Quando há 50 anos, os militares saíram dos quartéis não sabiam duas coisas: se o levantamento ia ser bem sucedido e, a sê-lo, que rumo tomariam os acontecimentos. A revolução de Abril é, por isso, obra, em primeira mão, dos soldados, mas, sobretudo, dos trabalhadores e do povo que imprimiram à revolta um carácter popular e progressista. É também fruto dos que durante 48 anos lutaram contra o fascismo, muitos deles pagando com a própria vida. E, naturalmente, dos povos que nas colónias encetaram o combate pela libertação nacional. 

Se a nossa ditadura tivesse acabado como em Espanha, teria sido apenas uma mudança cosmética. Em Portugal, a correlação de forças social, política e militar permitiu ao povo e às suas organizações e movimentos alterações significativas em todas as esferas da vida do país. A intensa participação, verdadeiramente democrática, era um perigo para as elites económicas e, nesse sentido, partidos como o PS, PSD e CDS, de onde derivaram entretanto IL e Chega, puseram-se ao serviço do passado. Hoje, 50 anos depois, a maioria das famílias que dominava Portugal com o beneplácito de Salazar e Caetano, põe e dispõe dos poderes que lhes de devolveram, incluindo o de continuarem a determinar de que forma se comporta o poder político.

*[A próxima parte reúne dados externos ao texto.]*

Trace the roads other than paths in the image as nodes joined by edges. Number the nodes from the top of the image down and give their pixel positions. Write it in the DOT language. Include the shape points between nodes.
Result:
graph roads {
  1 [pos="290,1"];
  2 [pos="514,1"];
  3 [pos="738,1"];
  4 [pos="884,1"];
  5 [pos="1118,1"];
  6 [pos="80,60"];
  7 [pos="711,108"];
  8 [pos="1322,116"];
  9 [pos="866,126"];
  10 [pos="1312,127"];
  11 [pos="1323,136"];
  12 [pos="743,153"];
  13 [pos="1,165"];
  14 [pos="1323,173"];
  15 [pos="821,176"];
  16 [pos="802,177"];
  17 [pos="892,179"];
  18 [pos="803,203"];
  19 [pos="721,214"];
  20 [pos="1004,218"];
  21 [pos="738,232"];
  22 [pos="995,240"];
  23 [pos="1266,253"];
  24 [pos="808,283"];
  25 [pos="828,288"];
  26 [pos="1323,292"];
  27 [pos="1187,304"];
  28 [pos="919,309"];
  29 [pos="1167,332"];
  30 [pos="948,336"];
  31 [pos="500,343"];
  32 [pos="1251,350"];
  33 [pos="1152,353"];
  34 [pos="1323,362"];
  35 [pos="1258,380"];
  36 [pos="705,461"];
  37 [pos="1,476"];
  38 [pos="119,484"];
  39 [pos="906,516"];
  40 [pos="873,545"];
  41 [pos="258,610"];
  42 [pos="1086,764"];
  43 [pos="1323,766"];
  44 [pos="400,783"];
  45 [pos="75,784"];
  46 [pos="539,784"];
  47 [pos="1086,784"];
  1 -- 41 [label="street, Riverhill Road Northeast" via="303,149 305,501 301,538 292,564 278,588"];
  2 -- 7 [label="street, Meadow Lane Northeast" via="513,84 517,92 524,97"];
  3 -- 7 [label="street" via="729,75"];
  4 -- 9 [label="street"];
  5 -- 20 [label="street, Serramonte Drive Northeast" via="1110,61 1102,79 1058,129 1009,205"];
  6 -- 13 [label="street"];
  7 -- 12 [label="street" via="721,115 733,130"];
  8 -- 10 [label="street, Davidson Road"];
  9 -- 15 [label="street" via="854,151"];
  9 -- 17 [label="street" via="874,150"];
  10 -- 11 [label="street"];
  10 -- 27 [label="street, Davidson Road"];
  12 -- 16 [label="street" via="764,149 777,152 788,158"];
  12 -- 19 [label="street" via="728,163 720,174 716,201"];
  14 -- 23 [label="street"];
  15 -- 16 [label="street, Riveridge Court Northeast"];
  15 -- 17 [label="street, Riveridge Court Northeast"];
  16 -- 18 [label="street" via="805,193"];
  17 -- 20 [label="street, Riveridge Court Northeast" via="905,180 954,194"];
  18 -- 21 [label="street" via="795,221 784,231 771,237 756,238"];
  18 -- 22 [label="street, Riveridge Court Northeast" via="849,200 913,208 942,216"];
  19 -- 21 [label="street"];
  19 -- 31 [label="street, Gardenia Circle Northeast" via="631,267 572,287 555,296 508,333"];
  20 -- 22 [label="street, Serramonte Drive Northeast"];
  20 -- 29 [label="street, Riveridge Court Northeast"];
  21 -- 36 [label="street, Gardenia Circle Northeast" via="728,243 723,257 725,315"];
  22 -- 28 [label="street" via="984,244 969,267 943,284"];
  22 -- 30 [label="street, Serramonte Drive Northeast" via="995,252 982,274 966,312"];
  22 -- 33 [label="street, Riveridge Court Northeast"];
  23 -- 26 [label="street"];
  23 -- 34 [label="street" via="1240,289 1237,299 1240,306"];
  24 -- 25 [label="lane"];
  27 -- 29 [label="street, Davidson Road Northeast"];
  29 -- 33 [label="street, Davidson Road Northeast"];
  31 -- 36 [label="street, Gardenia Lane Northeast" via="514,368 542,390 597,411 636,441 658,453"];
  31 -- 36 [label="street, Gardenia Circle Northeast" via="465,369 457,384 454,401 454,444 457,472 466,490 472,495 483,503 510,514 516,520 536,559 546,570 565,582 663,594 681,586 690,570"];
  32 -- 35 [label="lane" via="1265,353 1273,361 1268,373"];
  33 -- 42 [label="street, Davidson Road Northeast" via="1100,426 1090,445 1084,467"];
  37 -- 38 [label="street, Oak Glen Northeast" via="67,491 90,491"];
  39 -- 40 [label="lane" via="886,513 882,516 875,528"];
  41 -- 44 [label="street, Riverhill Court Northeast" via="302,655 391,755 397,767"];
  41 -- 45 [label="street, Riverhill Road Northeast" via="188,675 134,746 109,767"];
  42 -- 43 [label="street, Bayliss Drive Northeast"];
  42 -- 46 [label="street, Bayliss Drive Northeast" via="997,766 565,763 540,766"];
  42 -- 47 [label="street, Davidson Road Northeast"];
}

Não é pois estranho que sejam as mesmas elites económicas a patrocinar a extrema-direita portuguesa. Depois de destruírem o processo revolucionário, não conseguiram, ainda assim, evitar uma Constituição progressista. O trauma dos grandes grupos económicos e financeiros e da direita com a revolução de Abril é consequência deste processo ter posto em xeque muitos dos seus privilégios. A última vitória eleitoral da direita e a subida exponencial da extrema-direita representam um retrocesso para os trabalhadores e o povo. Qual a resposta? Sempre as ruas. É o poder dos trabalhadores e das populações organizadas nos seus sindicatos, movimentos sociais, comissões de moradores e coletividades que pode impor-se nas ruas. Não nos esqueçamos nunca de que somos nós a maioria e que eles precisam dos nossos braços para pôr as suas empresas a funcionar. Somos nós que lhes pagamos os iates, as férias nas Maldivas, os torneios de padel e as casas de campo. A revolução de Abril também foi isso: o tempo em que percebemos que tínhamos de ser nós a encher-lhes os bolsos com a nossa miséria e a nossa fome. Eles querem esse tempo de volta. Demos-lhe Abril como troco.